> **Exercise**
Please tally the lines below that contain the word "Ignacio" and reply with the total alone.

(Data entries)
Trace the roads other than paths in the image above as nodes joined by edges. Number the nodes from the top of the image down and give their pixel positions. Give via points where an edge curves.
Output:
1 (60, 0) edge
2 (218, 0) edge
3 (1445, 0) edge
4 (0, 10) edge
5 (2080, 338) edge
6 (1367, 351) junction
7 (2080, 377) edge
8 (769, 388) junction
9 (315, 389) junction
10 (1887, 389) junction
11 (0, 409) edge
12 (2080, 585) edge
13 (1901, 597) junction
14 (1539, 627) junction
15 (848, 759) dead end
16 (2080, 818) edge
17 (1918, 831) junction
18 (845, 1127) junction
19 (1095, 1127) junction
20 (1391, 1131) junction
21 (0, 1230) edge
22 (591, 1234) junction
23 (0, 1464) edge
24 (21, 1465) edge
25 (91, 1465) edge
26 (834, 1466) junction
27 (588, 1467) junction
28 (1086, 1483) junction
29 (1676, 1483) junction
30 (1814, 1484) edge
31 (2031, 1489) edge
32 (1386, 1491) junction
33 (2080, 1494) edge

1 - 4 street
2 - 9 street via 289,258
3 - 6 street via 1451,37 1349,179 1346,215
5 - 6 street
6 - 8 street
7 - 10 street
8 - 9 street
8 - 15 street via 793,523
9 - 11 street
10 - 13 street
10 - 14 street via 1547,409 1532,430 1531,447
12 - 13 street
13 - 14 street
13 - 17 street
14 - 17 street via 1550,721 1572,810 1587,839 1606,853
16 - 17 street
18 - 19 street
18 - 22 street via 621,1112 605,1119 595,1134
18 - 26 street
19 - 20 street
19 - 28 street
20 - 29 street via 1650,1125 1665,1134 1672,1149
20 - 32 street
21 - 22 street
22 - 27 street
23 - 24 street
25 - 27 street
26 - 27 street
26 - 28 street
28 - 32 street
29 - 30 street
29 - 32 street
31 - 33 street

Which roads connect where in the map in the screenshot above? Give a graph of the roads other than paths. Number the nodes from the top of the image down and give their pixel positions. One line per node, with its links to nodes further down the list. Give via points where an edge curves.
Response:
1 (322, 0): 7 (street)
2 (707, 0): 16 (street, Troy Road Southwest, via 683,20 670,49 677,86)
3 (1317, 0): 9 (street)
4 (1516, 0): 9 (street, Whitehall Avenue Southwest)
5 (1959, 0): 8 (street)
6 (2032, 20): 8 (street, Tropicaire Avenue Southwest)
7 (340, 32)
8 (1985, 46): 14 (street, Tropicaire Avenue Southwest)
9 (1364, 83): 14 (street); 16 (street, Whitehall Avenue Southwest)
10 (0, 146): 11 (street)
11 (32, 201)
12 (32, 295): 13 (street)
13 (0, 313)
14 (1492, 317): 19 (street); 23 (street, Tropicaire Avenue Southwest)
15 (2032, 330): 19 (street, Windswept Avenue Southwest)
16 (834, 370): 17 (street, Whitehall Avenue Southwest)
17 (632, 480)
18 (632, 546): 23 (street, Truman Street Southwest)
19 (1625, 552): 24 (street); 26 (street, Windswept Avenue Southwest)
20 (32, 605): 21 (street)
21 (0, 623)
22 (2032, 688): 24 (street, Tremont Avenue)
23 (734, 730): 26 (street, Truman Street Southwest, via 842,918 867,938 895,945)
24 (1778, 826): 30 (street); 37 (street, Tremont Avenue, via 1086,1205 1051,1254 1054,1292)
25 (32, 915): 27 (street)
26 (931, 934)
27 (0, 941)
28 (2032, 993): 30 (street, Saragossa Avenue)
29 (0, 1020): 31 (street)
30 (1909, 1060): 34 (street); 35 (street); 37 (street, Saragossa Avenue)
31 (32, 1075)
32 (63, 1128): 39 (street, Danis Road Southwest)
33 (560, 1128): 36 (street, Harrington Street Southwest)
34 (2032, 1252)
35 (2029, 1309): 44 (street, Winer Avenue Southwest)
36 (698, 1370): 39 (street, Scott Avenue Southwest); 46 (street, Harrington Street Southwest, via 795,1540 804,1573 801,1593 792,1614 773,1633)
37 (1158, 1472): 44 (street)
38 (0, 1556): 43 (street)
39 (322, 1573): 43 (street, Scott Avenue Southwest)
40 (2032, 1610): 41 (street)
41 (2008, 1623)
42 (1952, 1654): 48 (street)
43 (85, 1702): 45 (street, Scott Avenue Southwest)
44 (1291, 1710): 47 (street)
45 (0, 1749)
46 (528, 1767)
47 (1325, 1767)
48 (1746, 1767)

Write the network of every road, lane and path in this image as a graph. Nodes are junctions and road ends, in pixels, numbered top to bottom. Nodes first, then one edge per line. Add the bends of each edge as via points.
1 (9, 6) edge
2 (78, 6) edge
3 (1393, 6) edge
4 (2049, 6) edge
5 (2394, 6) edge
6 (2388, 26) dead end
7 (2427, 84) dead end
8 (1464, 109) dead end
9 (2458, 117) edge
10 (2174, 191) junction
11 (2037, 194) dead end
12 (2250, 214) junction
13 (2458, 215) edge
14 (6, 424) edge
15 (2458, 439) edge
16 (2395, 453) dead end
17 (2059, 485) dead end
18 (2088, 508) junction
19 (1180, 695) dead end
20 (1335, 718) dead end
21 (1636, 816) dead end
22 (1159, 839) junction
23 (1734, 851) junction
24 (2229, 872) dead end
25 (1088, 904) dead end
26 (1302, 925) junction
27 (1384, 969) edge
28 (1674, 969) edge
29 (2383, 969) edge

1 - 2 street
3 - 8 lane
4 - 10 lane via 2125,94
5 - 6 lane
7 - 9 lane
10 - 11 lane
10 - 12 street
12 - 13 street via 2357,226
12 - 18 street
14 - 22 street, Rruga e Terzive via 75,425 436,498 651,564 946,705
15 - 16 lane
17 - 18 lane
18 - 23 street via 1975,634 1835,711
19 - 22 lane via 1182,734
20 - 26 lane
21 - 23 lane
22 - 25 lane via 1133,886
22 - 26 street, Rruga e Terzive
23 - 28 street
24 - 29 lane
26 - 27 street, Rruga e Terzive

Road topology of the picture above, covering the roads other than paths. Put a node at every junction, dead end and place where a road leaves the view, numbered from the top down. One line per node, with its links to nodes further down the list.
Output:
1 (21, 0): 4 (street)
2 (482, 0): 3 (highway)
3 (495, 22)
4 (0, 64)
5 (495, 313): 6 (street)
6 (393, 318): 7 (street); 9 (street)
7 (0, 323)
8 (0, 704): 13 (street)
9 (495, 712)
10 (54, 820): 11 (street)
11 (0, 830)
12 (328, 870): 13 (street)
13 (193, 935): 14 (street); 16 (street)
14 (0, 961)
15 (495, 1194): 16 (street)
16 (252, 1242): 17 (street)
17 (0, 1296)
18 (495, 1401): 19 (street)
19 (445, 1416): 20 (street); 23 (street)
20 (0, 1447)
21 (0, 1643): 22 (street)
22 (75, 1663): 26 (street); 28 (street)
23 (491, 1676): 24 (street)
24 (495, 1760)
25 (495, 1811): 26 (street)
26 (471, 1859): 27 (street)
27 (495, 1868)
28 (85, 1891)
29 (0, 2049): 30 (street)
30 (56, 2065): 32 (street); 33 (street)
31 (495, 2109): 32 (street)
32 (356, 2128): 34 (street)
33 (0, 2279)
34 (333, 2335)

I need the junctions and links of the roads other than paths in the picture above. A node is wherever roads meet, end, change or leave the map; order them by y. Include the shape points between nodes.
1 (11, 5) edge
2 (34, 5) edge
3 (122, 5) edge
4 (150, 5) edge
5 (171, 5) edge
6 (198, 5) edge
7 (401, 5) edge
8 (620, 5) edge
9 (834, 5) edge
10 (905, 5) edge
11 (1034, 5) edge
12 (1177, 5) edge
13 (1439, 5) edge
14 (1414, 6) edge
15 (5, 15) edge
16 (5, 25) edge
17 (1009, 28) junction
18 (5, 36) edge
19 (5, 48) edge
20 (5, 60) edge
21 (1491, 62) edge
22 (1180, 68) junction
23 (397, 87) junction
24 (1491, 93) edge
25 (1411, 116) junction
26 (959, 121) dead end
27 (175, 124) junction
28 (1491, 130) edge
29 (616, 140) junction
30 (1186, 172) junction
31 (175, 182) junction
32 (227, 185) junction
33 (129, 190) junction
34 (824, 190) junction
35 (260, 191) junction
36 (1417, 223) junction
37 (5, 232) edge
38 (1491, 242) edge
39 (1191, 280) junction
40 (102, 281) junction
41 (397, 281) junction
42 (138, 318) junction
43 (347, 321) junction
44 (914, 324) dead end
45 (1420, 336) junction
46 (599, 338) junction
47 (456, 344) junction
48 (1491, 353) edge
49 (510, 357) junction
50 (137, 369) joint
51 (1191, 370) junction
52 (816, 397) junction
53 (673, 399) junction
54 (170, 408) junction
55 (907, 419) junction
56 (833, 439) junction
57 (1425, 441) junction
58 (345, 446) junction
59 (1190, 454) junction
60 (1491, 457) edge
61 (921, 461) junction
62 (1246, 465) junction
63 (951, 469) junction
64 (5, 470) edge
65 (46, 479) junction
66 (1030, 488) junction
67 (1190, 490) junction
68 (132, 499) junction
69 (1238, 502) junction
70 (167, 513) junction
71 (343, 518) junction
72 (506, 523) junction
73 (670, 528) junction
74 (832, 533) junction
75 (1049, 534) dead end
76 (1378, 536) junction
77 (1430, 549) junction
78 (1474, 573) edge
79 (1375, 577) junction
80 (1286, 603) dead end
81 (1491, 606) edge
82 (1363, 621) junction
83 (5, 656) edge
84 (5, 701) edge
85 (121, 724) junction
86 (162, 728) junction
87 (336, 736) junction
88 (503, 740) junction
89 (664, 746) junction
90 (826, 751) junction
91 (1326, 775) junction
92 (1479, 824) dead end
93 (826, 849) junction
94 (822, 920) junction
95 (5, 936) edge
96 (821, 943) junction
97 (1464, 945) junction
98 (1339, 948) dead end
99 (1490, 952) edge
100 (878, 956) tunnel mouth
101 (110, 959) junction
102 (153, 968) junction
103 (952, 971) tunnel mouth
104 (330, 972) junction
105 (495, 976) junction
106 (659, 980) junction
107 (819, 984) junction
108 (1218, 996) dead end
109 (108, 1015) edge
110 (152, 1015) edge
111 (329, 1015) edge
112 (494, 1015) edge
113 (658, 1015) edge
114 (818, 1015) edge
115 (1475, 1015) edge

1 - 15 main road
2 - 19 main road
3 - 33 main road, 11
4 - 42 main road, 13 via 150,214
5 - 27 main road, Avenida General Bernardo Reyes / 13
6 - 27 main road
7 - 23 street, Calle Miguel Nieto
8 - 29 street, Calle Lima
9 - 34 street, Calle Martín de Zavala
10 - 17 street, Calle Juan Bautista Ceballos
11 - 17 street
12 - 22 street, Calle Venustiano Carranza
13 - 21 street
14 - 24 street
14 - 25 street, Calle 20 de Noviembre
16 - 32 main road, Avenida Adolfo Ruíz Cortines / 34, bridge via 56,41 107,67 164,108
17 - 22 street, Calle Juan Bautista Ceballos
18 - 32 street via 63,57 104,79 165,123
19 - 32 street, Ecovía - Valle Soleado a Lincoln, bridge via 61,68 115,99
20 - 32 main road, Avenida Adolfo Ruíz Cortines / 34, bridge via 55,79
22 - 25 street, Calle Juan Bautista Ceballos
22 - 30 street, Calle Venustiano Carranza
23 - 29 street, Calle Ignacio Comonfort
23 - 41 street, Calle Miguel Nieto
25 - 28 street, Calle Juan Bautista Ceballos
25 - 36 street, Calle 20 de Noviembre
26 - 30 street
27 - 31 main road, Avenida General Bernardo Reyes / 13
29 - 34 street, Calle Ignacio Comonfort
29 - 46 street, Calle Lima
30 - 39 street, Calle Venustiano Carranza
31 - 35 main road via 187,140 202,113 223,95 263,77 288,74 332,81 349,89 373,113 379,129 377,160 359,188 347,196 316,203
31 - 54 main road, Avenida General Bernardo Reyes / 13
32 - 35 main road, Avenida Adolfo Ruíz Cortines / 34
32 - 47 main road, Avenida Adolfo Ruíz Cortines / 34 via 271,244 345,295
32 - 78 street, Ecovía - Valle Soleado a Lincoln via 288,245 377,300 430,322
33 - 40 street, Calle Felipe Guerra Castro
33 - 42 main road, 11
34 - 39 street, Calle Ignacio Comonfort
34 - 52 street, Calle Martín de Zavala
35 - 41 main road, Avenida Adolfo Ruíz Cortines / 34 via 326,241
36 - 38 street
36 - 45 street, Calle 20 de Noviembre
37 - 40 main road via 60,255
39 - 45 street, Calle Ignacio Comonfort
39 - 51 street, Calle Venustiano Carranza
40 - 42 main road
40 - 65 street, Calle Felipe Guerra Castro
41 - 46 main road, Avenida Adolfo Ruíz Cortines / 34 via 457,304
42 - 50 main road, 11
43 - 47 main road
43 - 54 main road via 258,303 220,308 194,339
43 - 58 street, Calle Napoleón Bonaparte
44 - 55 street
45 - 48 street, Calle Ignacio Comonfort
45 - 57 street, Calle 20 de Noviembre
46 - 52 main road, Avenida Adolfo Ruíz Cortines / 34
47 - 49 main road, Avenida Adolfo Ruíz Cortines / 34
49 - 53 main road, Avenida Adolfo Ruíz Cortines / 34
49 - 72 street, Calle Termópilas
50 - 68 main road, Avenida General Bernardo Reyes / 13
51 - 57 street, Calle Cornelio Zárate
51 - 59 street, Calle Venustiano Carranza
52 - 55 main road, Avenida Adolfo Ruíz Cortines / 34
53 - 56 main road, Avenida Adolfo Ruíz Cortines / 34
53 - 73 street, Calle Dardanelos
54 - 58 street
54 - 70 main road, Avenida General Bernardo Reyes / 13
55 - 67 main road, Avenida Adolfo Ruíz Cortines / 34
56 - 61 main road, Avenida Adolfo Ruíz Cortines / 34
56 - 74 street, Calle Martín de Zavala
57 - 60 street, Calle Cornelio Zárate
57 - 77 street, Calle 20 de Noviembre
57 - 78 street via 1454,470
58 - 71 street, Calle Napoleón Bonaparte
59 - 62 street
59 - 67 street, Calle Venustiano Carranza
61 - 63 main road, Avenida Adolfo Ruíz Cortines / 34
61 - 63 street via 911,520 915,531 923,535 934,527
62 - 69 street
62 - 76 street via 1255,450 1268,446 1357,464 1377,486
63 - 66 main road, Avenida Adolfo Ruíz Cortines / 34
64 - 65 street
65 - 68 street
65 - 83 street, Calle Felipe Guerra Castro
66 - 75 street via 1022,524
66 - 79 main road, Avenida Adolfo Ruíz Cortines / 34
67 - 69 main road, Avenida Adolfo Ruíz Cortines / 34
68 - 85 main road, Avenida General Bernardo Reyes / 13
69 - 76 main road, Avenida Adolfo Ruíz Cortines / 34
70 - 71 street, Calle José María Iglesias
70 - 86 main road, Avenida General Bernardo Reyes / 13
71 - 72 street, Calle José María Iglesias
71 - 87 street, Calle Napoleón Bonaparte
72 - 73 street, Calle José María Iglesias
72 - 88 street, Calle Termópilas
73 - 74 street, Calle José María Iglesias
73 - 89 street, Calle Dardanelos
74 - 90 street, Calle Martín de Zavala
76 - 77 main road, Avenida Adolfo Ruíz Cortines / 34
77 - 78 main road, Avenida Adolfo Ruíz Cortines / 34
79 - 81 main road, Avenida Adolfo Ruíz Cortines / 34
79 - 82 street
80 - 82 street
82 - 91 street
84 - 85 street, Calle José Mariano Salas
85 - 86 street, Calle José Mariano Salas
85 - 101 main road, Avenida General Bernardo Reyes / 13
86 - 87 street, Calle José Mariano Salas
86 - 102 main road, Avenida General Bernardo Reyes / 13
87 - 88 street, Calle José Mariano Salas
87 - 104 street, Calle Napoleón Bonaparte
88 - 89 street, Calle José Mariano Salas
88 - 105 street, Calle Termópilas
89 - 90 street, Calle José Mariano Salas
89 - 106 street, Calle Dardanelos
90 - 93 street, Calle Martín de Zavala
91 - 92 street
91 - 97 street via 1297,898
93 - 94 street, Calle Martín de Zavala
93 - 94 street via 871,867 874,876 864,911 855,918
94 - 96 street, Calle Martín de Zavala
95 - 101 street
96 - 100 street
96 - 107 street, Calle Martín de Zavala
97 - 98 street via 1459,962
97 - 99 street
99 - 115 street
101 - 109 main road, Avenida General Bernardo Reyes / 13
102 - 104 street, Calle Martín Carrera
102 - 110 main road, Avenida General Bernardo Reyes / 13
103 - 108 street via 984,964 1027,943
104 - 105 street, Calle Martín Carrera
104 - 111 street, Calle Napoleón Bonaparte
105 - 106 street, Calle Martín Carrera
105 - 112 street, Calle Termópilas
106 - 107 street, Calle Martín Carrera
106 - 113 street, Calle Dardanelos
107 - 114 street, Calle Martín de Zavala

> **The answer**
5